[Opening Data section section]

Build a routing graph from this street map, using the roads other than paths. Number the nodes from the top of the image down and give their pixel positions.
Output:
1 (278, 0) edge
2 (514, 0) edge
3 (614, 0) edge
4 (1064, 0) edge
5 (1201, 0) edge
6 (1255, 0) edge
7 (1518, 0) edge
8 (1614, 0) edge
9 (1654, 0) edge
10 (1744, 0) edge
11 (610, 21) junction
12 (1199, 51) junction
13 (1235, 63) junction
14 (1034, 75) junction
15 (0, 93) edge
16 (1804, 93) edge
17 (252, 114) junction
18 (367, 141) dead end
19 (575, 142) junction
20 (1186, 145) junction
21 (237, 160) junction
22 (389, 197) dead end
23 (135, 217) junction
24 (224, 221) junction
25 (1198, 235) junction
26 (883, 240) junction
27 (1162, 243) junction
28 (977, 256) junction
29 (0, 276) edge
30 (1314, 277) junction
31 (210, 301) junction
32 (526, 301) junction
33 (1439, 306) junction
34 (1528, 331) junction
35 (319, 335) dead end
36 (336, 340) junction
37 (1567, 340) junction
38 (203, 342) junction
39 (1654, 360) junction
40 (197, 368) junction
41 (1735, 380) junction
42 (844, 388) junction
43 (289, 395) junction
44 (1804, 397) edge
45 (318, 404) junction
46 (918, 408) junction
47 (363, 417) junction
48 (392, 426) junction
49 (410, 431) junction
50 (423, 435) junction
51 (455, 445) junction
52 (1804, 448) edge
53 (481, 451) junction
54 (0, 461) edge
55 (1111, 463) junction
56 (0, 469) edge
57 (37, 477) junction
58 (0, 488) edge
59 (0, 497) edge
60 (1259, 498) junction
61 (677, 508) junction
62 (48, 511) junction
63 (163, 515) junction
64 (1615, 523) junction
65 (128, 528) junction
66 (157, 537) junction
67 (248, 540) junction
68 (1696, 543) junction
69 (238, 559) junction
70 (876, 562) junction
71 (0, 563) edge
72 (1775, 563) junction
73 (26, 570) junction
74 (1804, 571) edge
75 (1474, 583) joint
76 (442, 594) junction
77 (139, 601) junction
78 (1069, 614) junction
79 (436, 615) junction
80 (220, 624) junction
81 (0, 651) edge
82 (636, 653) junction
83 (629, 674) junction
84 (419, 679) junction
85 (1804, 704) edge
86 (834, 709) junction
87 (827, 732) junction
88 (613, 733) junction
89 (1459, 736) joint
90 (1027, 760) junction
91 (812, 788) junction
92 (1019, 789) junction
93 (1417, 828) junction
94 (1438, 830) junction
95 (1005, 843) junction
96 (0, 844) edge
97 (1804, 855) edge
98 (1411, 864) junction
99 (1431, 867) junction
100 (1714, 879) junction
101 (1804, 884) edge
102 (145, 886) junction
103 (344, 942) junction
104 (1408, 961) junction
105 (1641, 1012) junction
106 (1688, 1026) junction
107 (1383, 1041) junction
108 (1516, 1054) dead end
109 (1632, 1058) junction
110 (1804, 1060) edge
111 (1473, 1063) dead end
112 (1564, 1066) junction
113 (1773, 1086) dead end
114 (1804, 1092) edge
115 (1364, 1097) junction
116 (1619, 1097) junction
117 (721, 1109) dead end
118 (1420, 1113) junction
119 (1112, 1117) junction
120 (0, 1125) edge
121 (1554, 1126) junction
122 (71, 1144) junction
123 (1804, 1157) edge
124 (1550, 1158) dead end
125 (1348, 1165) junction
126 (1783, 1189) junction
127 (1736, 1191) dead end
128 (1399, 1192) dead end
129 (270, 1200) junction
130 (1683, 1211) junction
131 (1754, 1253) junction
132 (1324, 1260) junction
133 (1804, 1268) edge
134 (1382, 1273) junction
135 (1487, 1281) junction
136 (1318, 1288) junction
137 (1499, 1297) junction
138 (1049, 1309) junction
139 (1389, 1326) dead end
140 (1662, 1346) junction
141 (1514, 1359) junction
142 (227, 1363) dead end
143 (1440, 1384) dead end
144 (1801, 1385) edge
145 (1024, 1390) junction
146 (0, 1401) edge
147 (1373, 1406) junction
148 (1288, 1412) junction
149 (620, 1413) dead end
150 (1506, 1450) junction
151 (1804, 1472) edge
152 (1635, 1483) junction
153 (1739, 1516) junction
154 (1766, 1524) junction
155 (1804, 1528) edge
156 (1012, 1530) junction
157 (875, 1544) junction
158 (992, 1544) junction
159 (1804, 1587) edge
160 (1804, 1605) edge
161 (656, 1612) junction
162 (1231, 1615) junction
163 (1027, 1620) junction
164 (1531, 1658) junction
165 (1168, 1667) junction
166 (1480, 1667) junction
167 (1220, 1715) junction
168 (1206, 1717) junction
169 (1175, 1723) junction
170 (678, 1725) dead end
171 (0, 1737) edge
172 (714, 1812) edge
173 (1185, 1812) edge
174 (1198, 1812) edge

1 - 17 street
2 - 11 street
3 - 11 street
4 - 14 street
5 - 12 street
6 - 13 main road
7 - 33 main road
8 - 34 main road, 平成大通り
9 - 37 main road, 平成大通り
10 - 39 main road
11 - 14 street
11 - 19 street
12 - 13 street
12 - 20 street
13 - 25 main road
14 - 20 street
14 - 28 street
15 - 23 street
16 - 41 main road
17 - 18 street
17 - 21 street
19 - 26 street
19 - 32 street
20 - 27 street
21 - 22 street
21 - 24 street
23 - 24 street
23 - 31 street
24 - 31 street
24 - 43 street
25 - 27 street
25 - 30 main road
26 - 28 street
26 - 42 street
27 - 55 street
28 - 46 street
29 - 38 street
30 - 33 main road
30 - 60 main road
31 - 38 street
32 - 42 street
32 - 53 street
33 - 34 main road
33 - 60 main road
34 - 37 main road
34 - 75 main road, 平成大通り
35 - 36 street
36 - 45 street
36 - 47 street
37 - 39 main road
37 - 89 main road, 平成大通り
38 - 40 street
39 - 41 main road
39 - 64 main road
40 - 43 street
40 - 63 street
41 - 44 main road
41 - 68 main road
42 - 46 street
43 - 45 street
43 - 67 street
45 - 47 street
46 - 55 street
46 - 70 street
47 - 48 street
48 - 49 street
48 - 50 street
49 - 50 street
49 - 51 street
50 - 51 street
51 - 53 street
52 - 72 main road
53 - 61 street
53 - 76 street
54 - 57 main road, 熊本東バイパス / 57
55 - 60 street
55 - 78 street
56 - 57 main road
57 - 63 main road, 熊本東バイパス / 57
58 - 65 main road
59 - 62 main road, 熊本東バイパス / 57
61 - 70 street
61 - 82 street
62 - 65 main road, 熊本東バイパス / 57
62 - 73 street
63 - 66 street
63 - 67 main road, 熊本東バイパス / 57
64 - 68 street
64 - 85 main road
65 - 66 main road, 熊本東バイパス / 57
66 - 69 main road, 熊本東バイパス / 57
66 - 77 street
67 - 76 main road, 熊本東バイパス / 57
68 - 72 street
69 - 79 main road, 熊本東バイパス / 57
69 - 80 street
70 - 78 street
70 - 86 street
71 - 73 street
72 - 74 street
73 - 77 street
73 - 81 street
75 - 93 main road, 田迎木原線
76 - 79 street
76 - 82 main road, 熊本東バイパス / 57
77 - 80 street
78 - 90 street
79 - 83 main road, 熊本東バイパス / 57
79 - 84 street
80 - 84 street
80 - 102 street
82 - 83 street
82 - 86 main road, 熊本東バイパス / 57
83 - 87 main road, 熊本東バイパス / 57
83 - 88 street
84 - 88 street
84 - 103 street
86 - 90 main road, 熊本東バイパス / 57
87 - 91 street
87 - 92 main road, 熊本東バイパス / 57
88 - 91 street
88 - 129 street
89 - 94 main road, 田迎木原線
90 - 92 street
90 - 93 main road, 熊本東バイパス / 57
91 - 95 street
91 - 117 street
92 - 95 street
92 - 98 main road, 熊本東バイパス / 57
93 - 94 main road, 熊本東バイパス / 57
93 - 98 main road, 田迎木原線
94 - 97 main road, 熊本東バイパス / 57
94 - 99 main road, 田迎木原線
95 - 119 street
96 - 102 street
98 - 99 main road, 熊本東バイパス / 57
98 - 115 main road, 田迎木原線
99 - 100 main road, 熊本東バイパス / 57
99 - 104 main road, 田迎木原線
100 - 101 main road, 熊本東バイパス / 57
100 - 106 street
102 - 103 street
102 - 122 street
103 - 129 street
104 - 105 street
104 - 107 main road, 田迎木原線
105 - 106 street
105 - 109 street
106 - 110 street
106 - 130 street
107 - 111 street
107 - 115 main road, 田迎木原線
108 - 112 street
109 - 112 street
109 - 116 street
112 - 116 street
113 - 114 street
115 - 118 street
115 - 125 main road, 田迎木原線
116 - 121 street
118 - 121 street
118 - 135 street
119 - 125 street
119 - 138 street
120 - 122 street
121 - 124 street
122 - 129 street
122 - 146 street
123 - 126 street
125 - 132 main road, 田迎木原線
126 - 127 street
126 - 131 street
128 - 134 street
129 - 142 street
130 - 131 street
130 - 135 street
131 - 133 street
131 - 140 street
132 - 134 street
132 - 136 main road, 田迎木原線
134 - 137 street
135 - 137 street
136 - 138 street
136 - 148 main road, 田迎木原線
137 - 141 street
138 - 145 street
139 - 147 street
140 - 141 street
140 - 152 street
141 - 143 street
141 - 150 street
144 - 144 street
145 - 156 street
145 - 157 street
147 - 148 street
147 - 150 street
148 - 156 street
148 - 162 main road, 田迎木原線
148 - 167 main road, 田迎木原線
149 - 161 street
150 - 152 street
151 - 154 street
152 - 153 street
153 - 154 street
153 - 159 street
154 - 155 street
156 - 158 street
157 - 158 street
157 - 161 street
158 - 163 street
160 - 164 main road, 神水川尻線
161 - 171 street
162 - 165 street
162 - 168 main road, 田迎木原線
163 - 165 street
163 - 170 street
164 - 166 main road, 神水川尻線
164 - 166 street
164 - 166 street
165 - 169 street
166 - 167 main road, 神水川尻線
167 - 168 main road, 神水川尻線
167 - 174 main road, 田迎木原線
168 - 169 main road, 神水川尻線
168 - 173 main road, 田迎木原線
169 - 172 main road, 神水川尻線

[Closing Data section section]

_Problem description_
Within the entries above, report how many lines include "平成大通り", and keep the answer to the number.

_Result below_
4